WHAT TO DO> In the entries below, find the lines with the word "KIVIHAANTIE" and copy them.

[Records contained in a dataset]

○ ○ ○ ○

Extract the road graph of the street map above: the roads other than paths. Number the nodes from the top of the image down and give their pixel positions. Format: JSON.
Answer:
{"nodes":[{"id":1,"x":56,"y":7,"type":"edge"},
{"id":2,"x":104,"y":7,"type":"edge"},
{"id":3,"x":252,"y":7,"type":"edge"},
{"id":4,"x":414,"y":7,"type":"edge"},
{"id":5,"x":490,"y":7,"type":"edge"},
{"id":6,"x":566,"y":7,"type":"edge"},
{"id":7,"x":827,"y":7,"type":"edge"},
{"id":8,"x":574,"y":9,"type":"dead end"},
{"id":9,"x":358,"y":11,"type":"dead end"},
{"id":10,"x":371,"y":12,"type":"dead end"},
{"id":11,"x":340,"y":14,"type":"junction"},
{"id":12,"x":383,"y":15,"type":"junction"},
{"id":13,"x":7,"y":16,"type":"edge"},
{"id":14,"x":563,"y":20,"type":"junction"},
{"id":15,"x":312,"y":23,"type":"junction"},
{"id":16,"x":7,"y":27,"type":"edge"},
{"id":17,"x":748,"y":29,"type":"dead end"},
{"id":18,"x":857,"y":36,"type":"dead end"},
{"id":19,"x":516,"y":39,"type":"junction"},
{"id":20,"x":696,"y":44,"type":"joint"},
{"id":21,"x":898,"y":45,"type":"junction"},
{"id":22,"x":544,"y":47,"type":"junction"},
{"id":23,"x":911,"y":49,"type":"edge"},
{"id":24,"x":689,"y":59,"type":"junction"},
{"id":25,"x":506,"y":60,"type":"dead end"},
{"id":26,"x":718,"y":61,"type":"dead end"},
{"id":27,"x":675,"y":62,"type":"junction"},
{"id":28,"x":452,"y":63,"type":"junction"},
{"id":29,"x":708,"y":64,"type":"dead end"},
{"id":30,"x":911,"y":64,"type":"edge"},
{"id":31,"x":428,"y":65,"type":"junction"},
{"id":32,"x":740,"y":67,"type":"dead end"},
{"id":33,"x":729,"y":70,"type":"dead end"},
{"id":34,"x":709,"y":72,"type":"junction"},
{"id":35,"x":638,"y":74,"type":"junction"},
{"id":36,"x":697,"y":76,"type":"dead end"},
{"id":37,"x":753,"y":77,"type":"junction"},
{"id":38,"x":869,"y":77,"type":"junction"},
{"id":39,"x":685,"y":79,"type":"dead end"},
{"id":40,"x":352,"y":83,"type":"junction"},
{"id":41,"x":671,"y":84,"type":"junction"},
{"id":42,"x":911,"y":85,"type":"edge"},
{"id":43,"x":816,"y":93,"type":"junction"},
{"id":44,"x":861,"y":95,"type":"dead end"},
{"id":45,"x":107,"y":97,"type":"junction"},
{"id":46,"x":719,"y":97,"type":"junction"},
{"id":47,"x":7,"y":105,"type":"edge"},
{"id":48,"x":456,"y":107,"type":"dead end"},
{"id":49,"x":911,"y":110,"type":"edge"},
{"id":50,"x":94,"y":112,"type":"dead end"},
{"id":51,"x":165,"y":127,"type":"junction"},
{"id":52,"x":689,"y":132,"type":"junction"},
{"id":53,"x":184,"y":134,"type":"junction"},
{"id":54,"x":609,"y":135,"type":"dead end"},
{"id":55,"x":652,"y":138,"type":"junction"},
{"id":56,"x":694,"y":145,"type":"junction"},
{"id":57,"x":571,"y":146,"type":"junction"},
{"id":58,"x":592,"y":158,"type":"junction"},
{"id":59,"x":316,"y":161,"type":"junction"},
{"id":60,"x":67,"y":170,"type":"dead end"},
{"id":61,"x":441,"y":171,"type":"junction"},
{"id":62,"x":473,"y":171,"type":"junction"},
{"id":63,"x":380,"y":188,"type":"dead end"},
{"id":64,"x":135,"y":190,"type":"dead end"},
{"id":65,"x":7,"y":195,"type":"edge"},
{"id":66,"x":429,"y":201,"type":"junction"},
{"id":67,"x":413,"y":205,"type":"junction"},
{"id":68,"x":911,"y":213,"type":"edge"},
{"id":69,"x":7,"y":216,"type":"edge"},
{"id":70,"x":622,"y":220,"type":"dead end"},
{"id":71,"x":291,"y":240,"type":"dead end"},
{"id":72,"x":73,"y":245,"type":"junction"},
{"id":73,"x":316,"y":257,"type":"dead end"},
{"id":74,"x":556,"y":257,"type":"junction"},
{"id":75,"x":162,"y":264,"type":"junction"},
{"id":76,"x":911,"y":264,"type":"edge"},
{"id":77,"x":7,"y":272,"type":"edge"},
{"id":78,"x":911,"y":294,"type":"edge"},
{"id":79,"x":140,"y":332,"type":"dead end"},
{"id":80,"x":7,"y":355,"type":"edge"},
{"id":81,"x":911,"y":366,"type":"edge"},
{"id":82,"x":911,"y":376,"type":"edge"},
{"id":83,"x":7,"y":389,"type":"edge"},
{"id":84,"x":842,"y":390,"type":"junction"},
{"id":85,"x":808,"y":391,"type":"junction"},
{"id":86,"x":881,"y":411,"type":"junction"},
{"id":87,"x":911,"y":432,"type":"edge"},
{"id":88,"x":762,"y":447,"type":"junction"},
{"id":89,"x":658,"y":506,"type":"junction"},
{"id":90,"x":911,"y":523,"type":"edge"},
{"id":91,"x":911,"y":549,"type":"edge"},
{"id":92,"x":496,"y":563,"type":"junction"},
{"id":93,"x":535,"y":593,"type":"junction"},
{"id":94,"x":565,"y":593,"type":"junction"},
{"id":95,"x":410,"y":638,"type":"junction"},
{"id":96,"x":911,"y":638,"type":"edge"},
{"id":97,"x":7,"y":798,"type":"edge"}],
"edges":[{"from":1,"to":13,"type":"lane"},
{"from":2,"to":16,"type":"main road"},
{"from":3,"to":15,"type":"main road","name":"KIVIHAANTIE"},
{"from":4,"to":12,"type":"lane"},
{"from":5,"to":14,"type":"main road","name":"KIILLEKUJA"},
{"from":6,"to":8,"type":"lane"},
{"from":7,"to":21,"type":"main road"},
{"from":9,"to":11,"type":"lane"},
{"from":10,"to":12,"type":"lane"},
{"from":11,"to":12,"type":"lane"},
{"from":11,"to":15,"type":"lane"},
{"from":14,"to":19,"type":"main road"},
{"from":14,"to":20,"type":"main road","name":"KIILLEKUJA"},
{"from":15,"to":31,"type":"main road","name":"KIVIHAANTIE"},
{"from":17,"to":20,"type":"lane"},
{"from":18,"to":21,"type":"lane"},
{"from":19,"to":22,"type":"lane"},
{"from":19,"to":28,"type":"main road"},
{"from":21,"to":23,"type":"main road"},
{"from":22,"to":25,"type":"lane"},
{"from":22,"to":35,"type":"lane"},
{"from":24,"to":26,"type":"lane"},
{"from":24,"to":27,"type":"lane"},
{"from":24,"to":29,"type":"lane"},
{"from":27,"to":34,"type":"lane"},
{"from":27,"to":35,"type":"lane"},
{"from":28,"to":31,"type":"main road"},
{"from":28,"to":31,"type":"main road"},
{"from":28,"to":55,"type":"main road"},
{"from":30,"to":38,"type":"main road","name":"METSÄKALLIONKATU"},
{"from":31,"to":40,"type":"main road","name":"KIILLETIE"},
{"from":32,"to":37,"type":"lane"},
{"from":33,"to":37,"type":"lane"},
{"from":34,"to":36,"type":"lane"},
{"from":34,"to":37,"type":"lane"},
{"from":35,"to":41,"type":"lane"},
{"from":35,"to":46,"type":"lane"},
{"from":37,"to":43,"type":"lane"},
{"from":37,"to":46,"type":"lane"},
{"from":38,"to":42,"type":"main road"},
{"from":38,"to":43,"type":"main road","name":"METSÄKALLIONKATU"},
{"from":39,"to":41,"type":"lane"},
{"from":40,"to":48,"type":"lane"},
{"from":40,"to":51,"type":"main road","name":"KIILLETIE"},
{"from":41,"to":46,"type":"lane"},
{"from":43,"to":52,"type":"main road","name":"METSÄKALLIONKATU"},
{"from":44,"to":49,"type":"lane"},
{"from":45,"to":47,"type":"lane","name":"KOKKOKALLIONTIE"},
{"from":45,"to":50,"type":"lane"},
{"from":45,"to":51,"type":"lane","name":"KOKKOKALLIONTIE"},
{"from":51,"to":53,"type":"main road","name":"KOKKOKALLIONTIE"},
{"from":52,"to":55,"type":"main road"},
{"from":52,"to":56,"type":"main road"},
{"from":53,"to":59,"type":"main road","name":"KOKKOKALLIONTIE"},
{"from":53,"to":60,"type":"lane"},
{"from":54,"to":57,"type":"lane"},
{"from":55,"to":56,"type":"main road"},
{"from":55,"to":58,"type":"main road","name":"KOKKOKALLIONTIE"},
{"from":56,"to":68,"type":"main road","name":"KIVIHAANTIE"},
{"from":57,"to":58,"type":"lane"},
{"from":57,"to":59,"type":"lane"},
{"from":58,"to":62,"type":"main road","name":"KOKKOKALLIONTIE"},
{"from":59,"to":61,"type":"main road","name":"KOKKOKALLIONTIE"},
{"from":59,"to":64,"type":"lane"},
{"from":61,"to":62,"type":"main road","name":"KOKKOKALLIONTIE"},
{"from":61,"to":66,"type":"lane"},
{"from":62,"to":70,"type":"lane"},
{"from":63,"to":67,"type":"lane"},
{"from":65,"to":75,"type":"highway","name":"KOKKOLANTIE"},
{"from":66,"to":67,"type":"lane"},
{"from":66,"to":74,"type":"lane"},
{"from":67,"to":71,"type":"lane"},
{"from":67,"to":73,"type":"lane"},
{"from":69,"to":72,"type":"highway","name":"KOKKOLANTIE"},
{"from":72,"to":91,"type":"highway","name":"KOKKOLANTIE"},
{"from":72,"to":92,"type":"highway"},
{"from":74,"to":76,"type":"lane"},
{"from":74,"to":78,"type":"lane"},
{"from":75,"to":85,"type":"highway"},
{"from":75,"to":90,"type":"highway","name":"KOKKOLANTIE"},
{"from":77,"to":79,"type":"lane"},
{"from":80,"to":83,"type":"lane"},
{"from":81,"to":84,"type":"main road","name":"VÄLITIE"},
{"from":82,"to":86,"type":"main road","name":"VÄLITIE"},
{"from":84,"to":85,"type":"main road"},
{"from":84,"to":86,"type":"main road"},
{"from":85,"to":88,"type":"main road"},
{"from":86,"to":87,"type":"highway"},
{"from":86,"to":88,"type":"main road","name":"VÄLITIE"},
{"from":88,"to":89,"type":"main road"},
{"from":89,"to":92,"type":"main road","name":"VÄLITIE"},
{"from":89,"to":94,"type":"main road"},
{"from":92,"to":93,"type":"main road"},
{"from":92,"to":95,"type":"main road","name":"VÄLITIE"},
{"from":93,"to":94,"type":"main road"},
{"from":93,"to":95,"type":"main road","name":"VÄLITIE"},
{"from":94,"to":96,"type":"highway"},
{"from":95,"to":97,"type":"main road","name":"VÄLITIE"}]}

○ ○ ○ ○

TASK SOLUTION>
{"from":3,"to":15,"type":"main road","name":"KIVIHAANTIE"},
{"from":15,"to":31,"type":"main road","name":"KIVIHAANTIE"},
{"from":56,"to":68,"type":"main road","name":"KIVIHAANTIE"},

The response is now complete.